Member of the Ghana Parliament for Abura Asebu Kwamankese

Personal details
- Born: 9 July 1962 (age 64)
- Party: National Democratic Congress

= Anthony Christian Dadzie =

Ghanaian politician (born 1962)

Anthony Christian Dadzie (9 July 1962) was the Member of Parliament for Abura Asebu Kwamankese in the Central region of Ghana from 2009 to 2016.

== Early life and education ==
Dadzie was born on 9 July 1962 in Amosima in the Central region. He attended University of Cape Coast where he obtained a diploma in Business Studies in 2006. He further went to GIMPA where he had EMPA in 2011.

== Career ==
Dadzie is a member of National Democratic Congress. He became a member of Parliament in 2009. He was a member of the Health and Judiciary committees, Transport Committee and Communications Committee of Parliament of Ghana.

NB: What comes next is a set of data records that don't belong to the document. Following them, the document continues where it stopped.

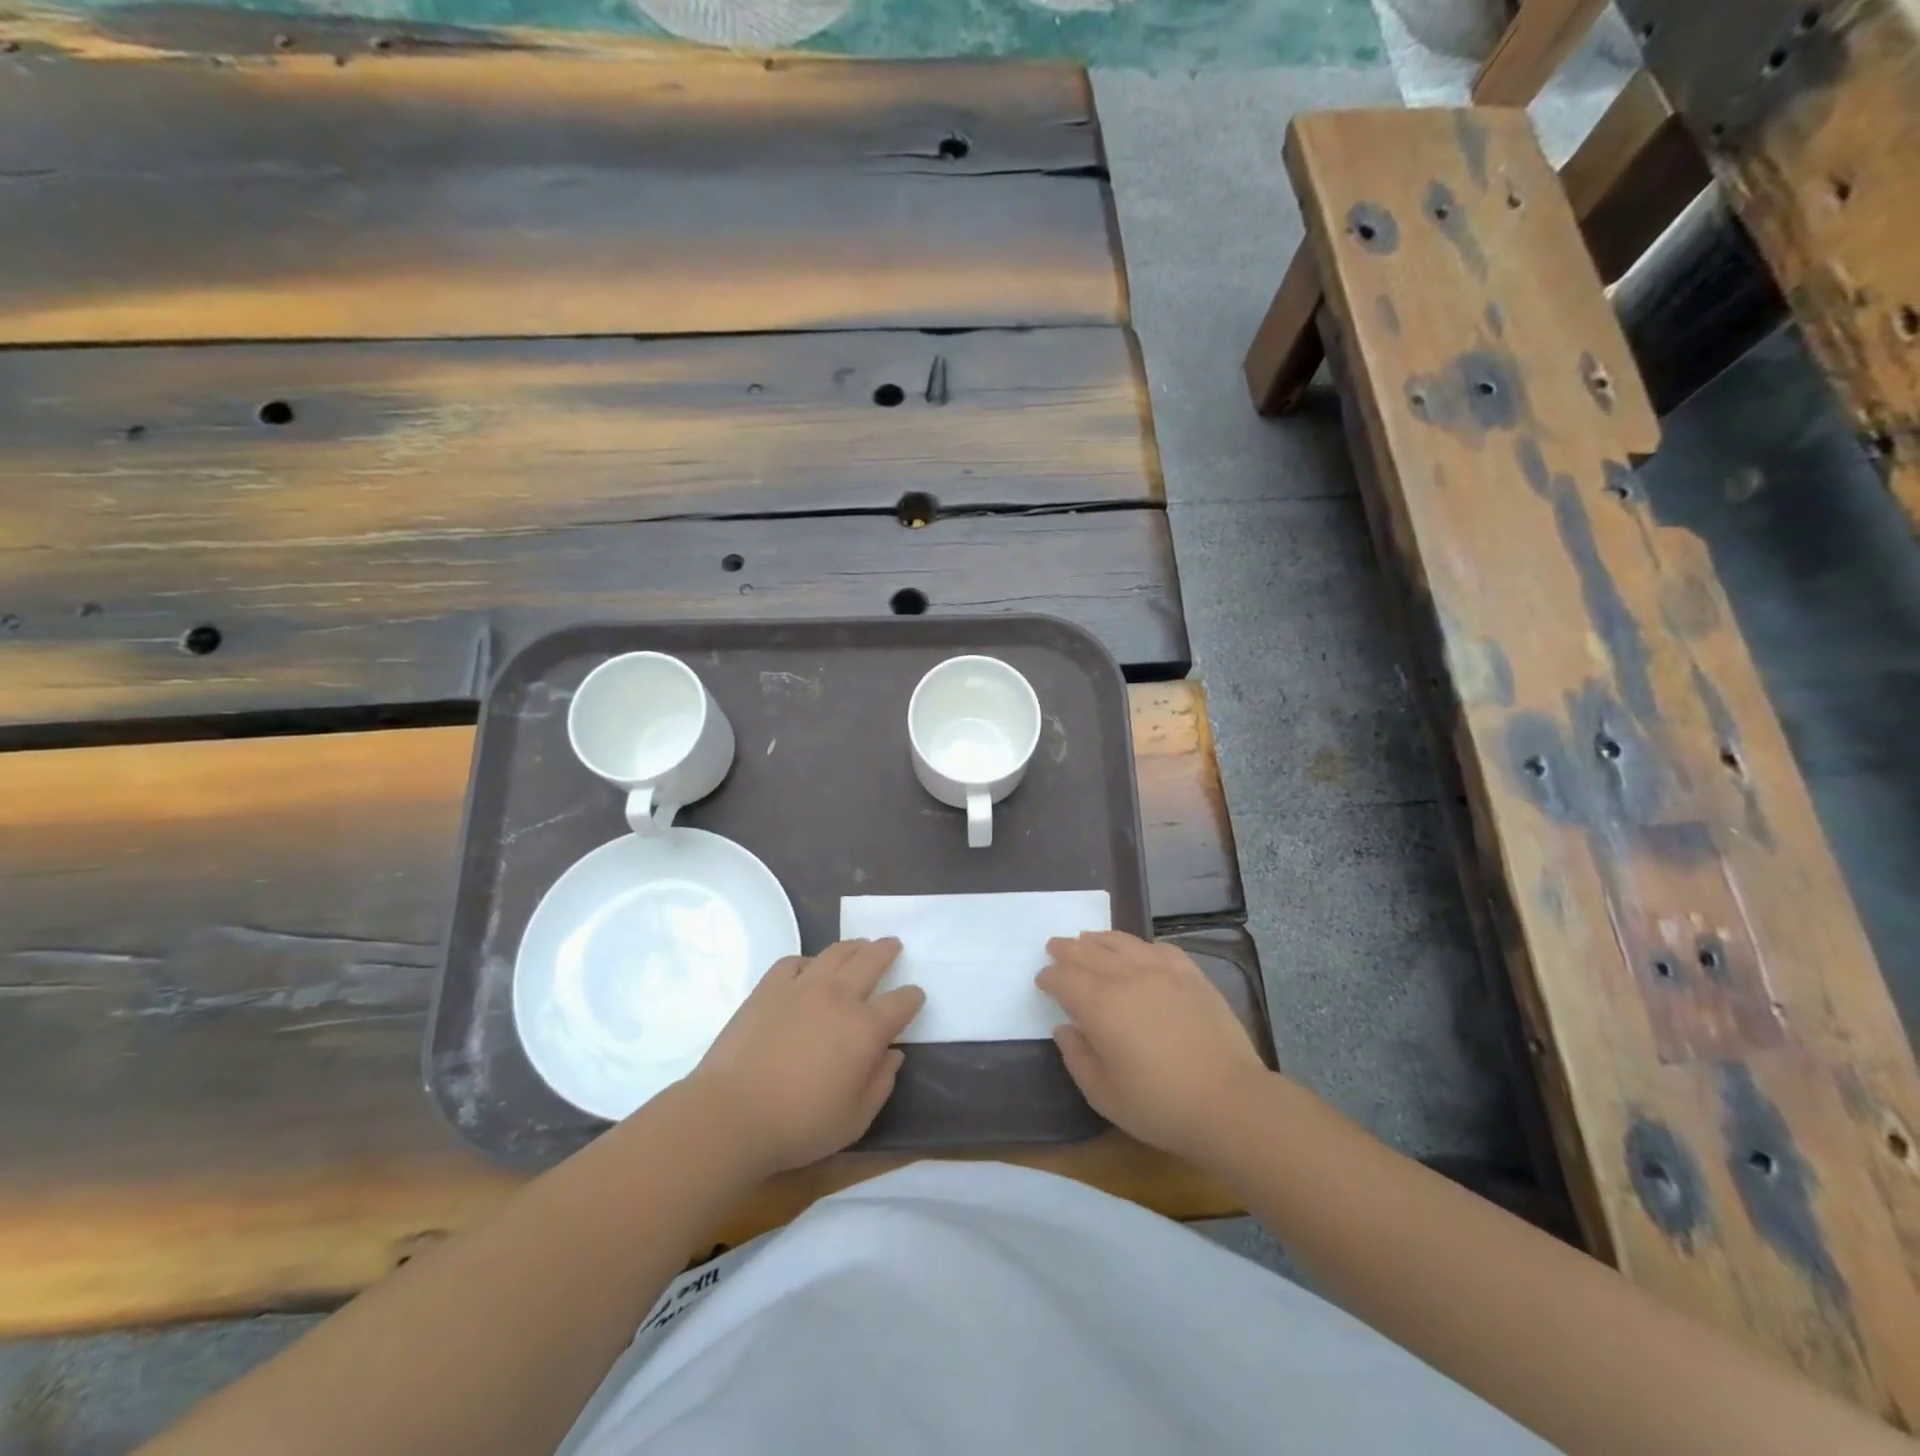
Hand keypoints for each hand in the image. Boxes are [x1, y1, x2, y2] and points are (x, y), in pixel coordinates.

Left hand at [685, 939, 924, 1175]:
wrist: (732, 1113)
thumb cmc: (800, 1124)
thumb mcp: (856, 1119)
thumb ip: (881, 1083)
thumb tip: (892, 1054)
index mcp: (866, 1028)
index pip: (901, 1002)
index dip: (912, 997)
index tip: (915, 996)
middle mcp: (839, 996)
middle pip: (871, 960)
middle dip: (886, 950)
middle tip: (892, 944)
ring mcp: (803, 986)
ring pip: (836, 952)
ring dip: (854, 946)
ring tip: (859, 945)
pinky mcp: (769, 987)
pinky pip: (795, 961)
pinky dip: (808, 961)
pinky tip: (808, 969)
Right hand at [1037, 931, 1268, 1160]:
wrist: (1229, 1101)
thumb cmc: (1159, 1104)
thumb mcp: (1103, 1094)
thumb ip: (1077, 1057)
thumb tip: (1065, 1029)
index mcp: (1099, 1003)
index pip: (1064, 978)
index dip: (1049, 977)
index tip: (1042, 980)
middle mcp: (1127, 976)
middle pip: (1088, 952)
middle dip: (1067, 949)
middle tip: (1055, 947)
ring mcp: (1162, 971)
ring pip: (1122, 942)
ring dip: (1099, 940)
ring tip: (1088, 939)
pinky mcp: (1191, 976)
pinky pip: (1158, 949)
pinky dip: (1140, 946)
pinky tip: (1139, 951)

He is also served as a board member for National Board for Small Scale Industries (NBSSI) He is an accountant and Financial Officer. He was the Principal Accounting Assistant for Cape Coast Quarry.

== Politics ==
Dadzie first became a member of the Parliament of Ghana in 2009. However, in 2016, he contested in the National Democratic Congress(NDC) parliamentary elections and lost to Samuel Kweku Hayford who then represented the NDC in the 2016 general Elections but also lost to New Patriotic Party's Elvis Morris Donkoh.

== Personal life ==
Dadzie is a Christian (Catholic) and he is married with four children.